TASK:
In the listing below, count the lines containing the string "scale". Reply with that number only.

-- Opening Marker --

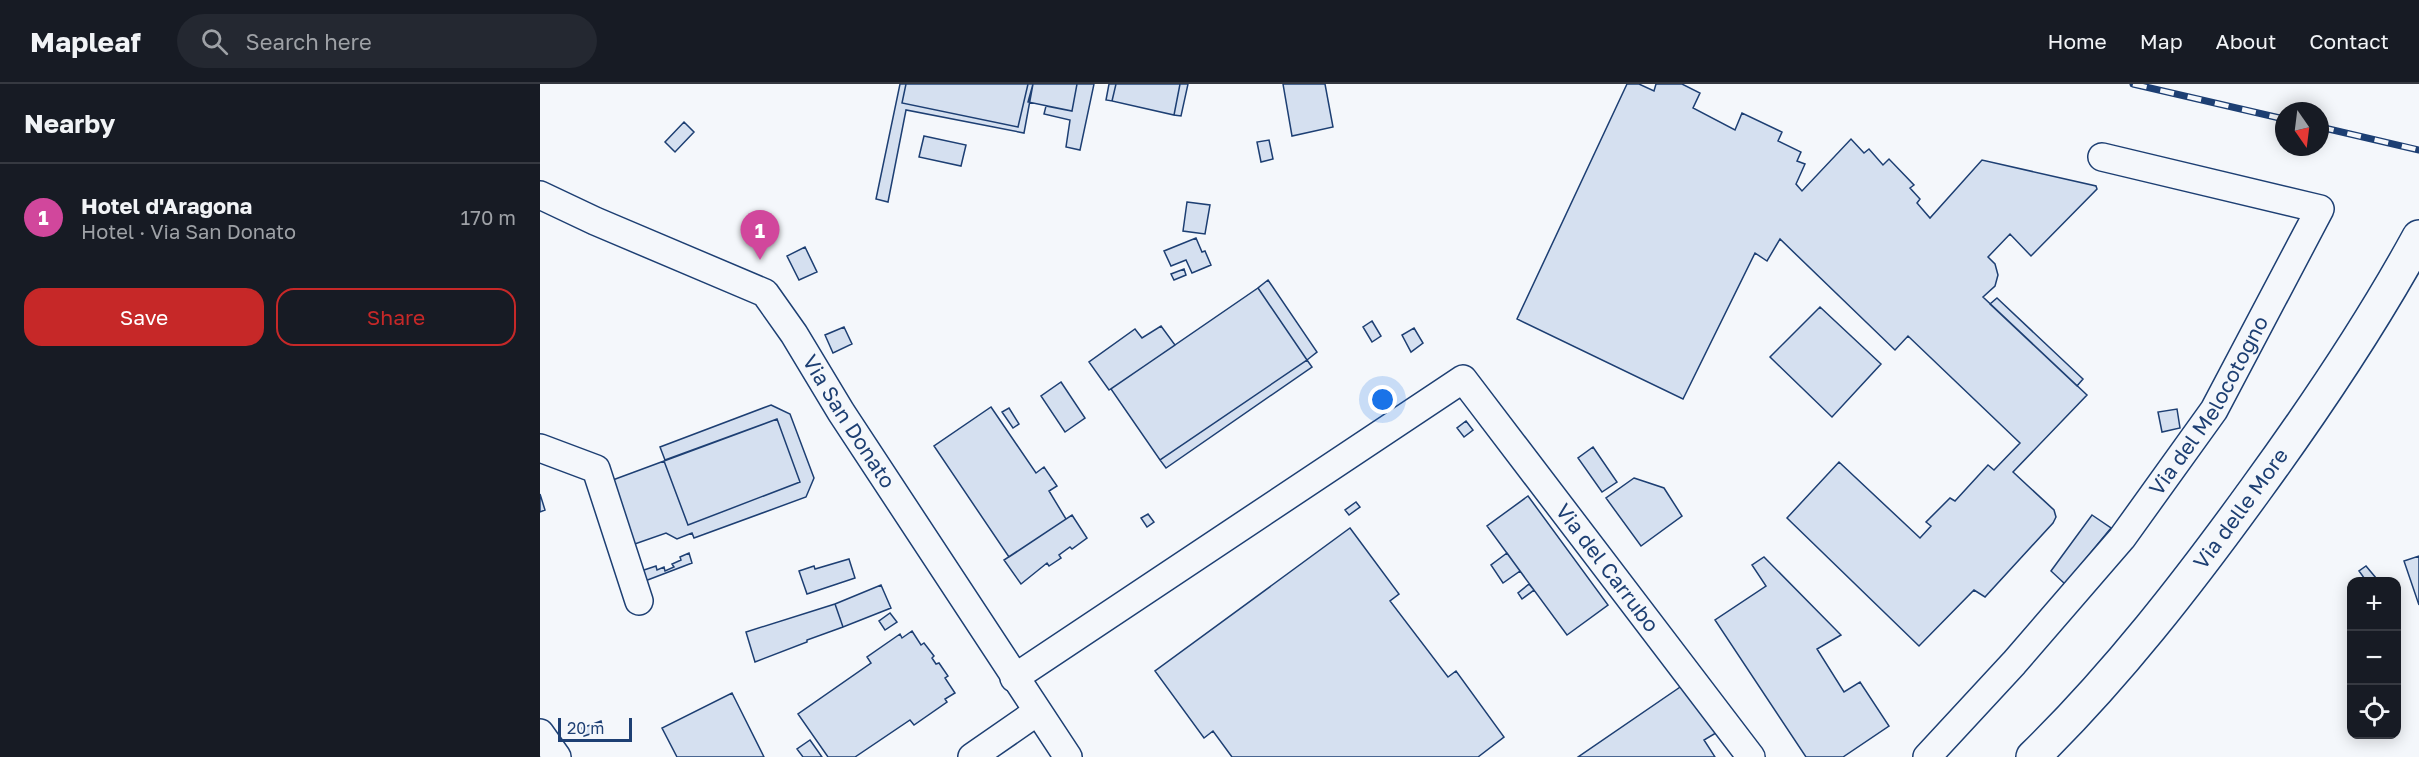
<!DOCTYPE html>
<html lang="en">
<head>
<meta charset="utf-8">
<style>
	body { margin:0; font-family:"Golos Text",sans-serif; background:#242831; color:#f1f3f6 }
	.controls { position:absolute; right:18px; bottom:18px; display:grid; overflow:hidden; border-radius:12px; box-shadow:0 3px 15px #0003 }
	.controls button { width:54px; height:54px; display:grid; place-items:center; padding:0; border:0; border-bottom:2px solid #363941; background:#171b24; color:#f1f3f6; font:30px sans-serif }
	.compass { position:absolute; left:1735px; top:18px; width:54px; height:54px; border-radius:50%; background:#171b24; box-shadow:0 3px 15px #0003; rotate:166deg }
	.scale { position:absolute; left:18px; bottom:15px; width:74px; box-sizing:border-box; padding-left:6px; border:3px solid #1d3f73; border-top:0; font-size:16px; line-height:21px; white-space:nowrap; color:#1d3f73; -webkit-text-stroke:4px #f4f7fb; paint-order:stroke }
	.you { position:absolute; left:843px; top:316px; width:21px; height:21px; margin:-15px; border:4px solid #fff; border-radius:50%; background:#1a73e8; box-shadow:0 0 0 9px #1a73e833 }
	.badge { display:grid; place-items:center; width:39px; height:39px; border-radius:50%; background:#c62828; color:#fff; font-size:20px; font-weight:700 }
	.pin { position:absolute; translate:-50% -50px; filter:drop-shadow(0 2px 3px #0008) }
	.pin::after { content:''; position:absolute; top:32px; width:21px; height:18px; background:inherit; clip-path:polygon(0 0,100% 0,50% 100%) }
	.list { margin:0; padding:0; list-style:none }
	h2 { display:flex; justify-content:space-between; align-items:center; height:78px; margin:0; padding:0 24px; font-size:26px }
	h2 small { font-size:20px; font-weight:400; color:#9ea1a6 }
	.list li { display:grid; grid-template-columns:39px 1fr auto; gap:18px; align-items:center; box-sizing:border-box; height:108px; padding:0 24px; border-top:2px solid #363941 }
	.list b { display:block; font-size:22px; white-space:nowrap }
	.list p { margin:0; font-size:20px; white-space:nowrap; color:#9ea1a6 }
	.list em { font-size:20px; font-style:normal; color:#9ea1a6 }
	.actions { display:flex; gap:12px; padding:18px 24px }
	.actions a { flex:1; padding:14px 0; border:2px solid #c62828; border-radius:18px; text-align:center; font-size:21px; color:#c62828 }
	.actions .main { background:#c62828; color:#fff }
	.icon { flex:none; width:33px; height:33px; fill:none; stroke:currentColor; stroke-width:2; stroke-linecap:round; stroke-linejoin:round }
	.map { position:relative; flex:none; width:1879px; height:673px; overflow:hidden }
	header { display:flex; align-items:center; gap:36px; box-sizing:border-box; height:84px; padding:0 30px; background:#171b24; border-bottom:2px solid #363941 }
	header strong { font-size:28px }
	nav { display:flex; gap:33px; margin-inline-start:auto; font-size:21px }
	.search { width:420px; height:54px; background:#242831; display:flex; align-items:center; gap:15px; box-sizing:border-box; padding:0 21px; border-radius:33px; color:#9ea1a6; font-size:22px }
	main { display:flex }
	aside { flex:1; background:#171b24 }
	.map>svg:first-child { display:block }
</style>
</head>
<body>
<header>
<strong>Mapleaf</strong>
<div class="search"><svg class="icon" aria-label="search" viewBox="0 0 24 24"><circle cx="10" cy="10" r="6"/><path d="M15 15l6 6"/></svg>Search here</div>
<nav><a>Home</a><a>Map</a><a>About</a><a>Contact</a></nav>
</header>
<main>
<aside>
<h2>Nearby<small></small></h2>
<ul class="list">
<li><span class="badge" style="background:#d1479c">1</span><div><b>Hotel d'Aragona</b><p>Hotel · Via San Donato</p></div><em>170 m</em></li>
</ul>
<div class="actions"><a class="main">Save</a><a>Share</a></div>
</aside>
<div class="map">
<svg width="1879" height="673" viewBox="0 0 1879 673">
	<rect width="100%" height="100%" fill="#f4f7fb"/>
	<path fill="#d5e0f0" stroke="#1d3f73" stroke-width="1.5" d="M 360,0 L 366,0 L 362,19 L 478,43 L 488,0 L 493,0 L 484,49 L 366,26 L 348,118 L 336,115 Z
		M 366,0 L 488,0 L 478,43 L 362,19 Z
		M 493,0 L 537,0 L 532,27 L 488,18 Z
		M 537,0 L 554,0 L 540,66 L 526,63 L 530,36 L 504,30 L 506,22 L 532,27 Z
		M 569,0 L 576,0 L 572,17 L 566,16 Z
		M 576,0 L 640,0 L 634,31 L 572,17 Z
		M 640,0 L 648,0 L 641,32 L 634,31 Z
		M 743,0 L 785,0 L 793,43 L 752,52 Z
		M 1087,0 L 1099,0 L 1114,7 L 1116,0 L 1142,0 L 1160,9 L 1153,24 L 1195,46 L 1202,29 L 1242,48 L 1238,57 L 1261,68 L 1257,77 L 1265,80 L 1256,100 L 1262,107 L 1311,55 L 1324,69 L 1329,65 L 1343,81 L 1349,75 L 1374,101 L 1370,104 L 1380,115 L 1377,119 L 1390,134 L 1442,76 L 1556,102 L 1557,105 L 1491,172 L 1470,150 L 1448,173 L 1455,180 L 1458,191 L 1455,202 L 1443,213 L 1547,311 L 1473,388 L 1514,426 L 1516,433 L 1513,439 L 1445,513 L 1434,506 L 1379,562 L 1247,434 L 1299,378 L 1380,454 L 1391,442 L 1386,438 L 1410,414 L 1415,417 L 1448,381 L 1454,386 L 1480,359 L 1368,252 L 1355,266 L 1240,155 L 1227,177 L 1215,169 L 1143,315 L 977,235 Z
		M 144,38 L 154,48 L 135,68 L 125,58 Z
		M 384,52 L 426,61 L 421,82 L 379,73 Z
		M 729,56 L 733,75 L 721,78 L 717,58 Z
		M 647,118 L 670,121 L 665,150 L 643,147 Z
		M 656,154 L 662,168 L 665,167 L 671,181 L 652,189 L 646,176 L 631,182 L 624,167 Z
		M 265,163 L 277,188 L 259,196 L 247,172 Z
		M 644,185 L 646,191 L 634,196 L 631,190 Z
		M 728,196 L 777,268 L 767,276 L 718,204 Z
		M 718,204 L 767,276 L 620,376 L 571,305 Z
		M 1457,214 L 1543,295 L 1537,302 L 1450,220 Z
		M 1280,223 L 1341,280 L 1292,333 L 1230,273 Z
		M 832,237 L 841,252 L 832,258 L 823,243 Z
		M 621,242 L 635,261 L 569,306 L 549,278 L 595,245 L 602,254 Z
		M 304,243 L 312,260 L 293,269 L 285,251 Z
		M 874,244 L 883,259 L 871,268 L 862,251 Z
		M 767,276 L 772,283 L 626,384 L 620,376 Z
		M 521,298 L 545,334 L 525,348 L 501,312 Z
		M 231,321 L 250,330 L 274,394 L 266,413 L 154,454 L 152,449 L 137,455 L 126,449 L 89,462 L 70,397 L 124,377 L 148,441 L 260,398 L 237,335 L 125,376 L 120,363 Z
		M 451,323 L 496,389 L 504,383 L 517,402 L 509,407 L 526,435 L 469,473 L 394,362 Z
		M 469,324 L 479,340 L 473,344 L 462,328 Z
		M 1637,325 L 1640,344 L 1622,348 L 1618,328 Z
		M 237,335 L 260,398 L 148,441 L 124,377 Z
		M 926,337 L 933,346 L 924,353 L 917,344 Z
		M 1053,363 L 1077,398 L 1062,408 L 1038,374 Z
		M 1094,394 L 1124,404 L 1142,432 L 1101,462 L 1066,414 Z
		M 0,410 L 5,426 L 0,428 Z
		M 988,412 L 1068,521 L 1027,551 L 947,442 Z
		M 816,418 L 820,423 L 809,431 L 805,426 Z
		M 608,430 L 614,438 L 607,443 L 601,434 Z
		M 532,431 L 547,454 L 532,465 L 530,463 L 519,471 L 521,474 L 509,482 L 507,479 L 481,500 L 464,476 Z
		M 1552,431 L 1571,444 L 1525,500 L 1511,487 Z
		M 810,444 L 859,510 L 850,517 L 908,593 L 916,587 L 964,653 L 938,673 L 692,673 L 673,647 L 664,654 L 615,587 Z
		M 149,469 L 152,479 L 105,497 L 101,487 L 116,482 L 117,486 L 124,483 L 125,487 L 134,483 L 132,480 L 141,476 L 140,473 Z
		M 967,469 L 980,487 L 963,499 L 951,481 Z
		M 1879,472 L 1879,521 L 1864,477 Z
		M 1224,473 L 1301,551 L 1277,565 L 1304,608 L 1320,598 L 1349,642 L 1303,673 L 1266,673 L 1175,536 L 1226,502 L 1212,481 Z
		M 309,475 L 315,494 L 267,510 L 259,487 L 274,482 L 275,485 Z
		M 1826,482 L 1836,494 L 1831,498 L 1827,498 L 1819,487 Z
		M 989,500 L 994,506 L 982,515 L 978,509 Z
		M 341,501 L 351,524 L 303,543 L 295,520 Z
		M 295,520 L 303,543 L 267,556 L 267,558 L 215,578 L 206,548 Z
		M 350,529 L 357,538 L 345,546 L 339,537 Z
		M 372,547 L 381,561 L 384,559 L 394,572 L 392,574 L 396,580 L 399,579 L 408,592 L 405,594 L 415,609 L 405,615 L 407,618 L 374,641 L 370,636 L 315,673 L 288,673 L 258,630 L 331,579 L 327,573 L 360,550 L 362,554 Z
		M 1149,597 L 1181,646 L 1164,656 L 1175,673 L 1038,673 Z
		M 192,609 L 224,673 L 137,673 L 122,644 Z
		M 61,637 L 63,646 L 44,652 L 42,644 Z
		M 270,656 L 282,673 L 263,673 L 257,665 Z"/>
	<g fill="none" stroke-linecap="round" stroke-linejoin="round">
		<defs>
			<g id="minor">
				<path id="s1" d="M 0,111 L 55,137 L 225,209 L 254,250 L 301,328 L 528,673"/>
				<path d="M 0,364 L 56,385 L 99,517"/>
				<path id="s2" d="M 474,594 L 923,295 L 1211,673"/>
				<path d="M 0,649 L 17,673"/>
				<path d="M 432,673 L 497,628"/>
				<path id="s3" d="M 1387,673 L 1474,579 L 1582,454 L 1674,326 L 1780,125 L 1562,73"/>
			</g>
			<g id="major">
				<path id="s4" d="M 1493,673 C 1576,592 1648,499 1716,405 C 1775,324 1831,241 1879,153"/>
			</g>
		</defs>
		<use href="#minor" stroke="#1d3f73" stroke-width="30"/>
		<use href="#major" stroke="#1d3f73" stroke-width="36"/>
		<use href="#minor" stroke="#f4f7fb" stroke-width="27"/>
		<use href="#major" stroke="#f4f7fb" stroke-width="33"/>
		<defs>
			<path id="rail" d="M 1593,0 L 1744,35
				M 1780,43 L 1879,66"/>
		</defs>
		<use href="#rail" stroke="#1d3f73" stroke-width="7"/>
		<use href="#rail" stroke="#f4f7fb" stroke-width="4.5" stroke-dasharray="14" stroke-linecap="butt"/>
	</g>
	<g text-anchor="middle" stroke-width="4.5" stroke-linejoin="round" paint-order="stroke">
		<g font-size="21" fill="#1d3f73" stroke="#f4f7fb">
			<text dy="7" stroke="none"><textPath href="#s3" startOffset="452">Via del Melocotogno</textPath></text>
			<text dy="7" stroke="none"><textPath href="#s1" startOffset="399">Via San Donato</textPath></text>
			<text dy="7" stroke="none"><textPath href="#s4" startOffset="324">Via delle More</textPath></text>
			<text dy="7" stroke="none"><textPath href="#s2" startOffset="777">Via del Carrubo</textPath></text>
		</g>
	</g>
</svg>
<div class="controls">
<button>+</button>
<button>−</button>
<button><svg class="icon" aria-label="locate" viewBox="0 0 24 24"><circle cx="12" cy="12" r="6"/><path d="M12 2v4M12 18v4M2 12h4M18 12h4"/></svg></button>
</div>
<svg class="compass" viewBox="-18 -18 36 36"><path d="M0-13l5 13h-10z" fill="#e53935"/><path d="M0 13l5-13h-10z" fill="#9ea1a6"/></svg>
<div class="scale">20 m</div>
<div class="you"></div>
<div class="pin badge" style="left:220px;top:176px;background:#d1479c">1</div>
</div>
</main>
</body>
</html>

-- Closing Marker --

EXERCISE RESPONSE:
2